Яды были не более жестокими, чем им следовало быть, но, чтобы они были эффективными даже в мельчайшей дозе, нам приходилось использовать сильнодействующие средства. «Перекованные» умирали нелегко, но Чейд старался состряпать хороший яд, чтобы смерть наступала как можно быстрее. Они жадно выхватывали у меня смерть, и мне не приходилось наблюдать за их агонией и даже смотреть на разбросанные по дороге тела. Когда новости о смертях среди «перекованных» достигли Баккипа, уже повсюду ходили распущенные Чейдом слухи о том, что их, скорее всего, сгубила тухлая рыба, которую они подбирали на нерестилищах. Родственники собирали тела и достойно их хоронили. Я говорил себе, что они, вероятно, получают облегчение и что «перекованные» встретили более быстрый и легкий конец, чем смерть от голода грядущей зимой. Так я привык к убийству, и на моем счету было уже почти два десятка смертей, когда мне впервые пришлось встретиться с человеком взглядом, а потом убить его.

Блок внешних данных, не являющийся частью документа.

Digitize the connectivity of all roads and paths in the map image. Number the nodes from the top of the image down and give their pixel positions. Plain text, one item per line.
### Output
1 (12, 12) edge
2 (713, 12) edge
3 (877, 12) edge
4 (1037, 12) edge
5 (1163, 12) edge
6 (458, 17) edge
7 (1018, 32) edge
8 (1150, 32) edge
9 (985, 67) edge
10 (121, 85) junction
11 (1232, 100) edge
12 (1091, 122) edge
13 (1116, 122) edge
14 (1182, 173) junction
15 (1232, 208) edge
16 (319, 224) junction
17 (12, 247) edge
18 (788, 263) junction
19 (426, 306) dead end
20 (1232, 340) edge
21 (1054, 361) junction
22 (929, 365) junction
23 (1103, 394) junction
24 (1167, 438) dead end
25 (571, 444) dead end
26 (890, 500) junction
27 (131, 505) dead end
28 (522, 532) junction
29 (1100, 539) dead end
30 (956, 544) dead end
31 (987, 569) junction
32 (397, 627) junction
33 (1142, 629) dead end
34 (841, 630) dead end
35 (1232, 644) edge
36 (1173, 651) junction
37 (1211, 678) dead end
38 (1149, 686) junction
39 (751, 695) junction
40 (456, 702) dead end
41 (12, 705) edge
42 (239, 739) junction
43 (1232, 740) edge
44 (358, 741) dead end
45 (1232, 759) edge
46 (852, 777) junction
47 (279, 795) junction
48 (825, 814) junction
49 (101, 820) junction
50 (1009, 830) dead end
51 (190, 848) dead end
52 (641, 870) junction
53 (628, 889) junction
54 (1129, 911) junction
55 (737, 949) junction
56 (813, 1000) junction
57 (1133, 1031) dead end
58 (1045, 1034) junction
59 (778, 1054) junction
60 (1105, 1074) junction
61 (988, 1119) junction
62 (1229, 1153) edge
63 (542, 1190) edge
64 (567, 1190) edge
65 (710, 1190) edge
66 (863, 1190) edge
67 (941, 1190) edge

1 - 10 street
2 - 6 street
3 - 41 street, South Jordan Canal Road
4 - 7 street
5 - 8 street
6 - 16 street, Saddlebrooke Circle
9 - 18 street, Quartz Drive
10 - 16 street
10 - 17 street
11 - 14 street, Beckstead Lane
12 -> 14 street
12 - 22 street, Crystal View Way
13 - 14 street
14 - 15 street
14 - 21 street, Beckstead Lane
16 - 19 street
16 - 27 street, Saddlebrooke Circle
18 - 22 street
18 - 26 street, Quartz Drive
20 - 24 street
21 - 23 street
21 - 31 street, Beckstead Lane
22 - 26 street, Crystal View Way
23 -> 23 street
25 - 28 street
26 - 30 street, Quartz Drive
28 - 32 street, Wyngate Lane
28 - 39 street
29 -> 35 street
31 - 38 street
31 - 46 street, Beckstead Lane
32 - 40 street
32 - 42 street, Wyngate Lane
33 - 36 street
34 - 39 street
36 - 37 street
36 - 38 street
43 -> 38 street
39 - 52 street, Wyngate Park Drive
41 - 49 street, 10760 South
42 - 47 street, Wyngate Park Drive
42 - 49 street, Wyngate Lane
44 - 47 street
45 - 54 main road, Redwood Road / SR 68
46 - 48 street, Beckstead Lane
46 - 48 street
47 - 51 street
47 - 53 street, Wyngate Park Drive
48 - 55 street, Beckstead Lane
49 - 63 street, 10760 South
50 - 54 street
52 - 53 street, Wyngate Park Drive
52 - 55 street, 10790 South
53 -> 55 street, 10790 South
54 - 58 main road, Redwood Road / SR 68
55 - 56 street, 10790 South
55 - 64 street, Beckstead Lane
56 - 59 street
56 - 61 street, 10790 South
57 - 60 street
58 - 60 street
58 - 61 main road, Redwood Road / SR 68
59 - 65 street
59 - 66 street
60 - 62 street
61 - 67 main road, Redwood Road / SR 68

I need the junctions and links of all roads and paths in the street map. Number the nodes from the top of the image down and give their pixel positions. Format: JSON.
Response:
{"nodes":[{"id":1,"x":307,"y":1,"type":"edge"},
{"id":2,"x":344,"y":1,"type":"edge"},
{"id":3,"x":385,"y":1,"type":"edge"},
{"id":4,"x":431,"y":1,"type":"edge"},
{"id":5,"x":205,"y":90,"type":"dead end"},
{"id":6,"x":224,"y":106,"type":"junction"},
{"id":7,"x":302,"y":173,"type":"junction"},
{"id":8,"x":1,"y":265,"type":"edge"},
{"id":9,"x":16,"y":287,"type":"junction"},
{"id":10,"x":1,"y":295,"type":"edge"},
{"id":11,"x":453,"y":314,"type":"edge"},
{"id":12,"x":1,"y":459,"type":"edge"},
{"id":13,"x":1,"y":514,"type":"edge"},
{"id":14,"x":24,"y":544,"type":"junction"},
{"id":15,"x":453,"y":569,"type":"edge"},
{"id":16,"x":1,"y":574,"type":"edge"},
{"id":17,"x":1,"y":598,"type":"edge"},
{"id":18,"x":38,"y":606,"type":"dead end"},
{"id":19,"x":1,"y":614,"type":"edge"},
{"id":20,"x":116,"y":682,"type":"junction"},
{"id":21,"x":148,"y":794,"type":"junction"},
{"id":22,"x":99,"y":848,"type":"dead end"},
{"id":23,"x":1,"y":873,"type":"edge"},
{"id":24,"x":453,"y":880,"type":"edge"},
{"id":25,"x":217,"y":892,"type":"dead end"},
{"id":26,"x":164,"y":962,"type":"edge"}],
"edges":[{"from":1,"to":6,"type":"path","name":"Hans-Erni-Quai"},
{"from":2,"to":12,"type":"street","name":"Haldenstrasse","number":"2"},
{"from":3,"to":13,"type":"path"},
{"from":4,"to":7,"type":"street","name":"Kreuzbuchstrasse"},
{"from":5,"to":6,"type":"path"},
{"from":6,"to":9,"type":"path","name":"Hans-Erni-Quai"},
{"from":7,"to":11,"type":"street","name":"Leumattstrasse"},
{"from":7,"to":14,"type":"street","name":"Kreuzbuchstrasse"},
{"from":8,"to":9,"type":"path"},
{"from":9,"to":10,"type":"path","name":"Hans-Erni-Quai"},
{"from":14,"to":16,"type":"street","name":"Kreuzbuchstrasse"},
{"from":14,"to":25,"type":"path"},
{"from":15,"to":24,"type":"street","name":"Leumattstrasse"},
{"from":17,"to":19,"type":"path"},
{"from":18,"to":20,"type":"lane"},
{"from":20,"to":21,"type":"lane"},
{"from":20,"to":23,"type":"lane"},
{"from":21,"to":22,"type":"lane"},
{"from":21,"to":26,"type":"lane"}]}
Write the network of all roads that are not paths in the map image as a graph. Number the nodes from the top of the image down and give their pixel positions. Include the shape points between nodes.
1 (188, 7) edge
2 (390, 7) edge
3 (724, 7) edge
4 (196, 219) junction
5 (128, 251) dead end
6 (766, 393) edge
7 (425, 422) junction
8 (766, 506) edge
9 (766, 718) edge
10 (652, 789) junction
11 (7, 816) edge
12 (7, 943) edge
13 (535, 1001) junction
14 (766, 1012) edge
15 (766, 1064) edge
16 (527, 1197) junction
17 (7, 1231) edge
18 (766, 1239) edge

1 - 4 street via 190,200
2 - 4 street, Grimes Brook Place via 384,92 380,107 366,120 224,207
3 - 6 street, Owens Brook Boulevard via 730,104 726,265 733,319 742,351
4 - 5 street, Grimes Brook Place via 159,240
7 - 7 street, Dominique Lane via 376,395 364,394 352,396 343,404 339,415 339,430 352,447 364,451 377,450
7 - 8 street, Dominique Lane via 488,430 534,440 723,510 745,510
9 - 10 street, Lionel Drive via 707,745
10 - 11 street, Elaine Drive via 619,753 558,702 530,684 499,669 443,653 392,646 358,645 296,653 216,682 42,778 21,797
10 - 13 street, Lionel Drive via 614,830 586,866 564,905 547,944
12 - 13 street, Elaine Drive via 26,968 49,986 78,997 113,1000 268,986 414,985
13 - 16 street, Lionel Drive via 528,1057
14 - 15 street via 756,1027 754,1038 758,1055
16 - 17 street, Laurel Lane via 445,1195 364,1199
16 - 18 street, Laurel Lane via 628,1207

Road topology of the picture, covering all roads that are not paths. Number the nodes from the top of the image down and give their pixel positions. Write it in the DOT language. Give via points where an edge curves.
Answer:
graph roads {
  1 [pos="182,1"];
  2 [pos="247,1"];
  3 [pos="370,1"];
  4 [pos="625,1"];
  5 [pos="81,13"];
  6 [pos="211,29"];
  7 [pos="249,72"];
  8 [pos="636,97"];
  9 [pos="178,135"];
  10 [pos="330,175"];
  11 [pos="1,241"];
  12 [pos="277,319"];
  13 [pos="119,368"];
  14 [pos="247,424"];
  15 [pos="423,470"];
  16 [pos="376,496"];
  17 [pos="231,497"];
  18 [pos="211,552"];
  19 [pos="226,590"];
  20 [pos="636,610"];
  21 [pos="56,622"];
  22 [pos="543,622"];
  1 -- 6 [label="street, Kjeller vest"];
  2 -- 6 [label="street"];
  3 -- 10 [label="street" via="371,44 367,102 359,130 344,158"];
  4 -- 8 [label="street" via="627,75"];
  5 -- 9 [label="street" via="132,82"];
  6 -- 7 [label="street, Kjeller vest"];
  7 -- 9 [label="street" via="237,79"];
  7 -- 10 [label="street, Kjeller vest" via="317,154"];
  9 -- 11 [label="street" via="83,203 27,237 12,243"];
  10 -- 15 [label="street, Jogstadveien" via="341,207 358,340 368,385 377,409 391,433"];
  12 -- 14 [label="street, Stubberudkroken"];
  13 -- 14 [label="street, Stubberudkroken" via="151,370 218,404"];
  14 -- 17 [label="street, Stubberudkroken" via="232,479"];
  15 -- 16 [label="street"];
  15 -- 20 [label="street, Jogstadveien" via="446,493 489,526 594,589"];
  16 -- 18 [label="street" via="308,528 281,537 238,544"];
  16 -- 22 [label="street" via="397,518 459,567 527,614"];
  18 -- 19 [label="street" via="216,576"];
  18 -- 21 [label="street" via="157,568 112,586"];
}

Это тоже было не так трудно, как можно подумать. Это был какой-то незначительный лордик, имеющий землю за озером Тур. До Оленьего замка дошли слухи, что он, разозлившись, ударил дочь слуги и девушка потеряла рассудок. Этого было достаточно, чтобы король Шрюд разгневался. Лорд полностью выплатил долг крови, и, приняв его, слуга отказался от любой формы королевского правосудия. Но несколькими месяцами позже во дворец прибыла двоюродная сестра девушки и попросила личного свидания со Шрюдом. Меня послали получить подтверждение ее сообщения. Я поехал и убедился, что девушку действительно содержали как собаку у подножия кресла лорда и, более того, что живот ее начал расти. Хозяин предложил мне вино в хрустальном бокале и умолял рассказать последние новости из жизни королевского двора. Было не слишком трудно улучить момент, чтобы поднять его бокал к свету и похвалить ценность и бокала, и вина. Я уехал спустя несколько дней, выполнив свою задачу, с образцами бумаги, которую обещал Федврену, и пожеланиями доброго пути от лорда. В этот день лорд заболел. Он умер в крови, безумии и пене через месяц или около того. Двоюродная сестра забрала к себе и девушку, и ребенка. До сего дня я не испытываю никаких сожалений ни об этом человеке, ни о том, что выбрал для него медленную смерть.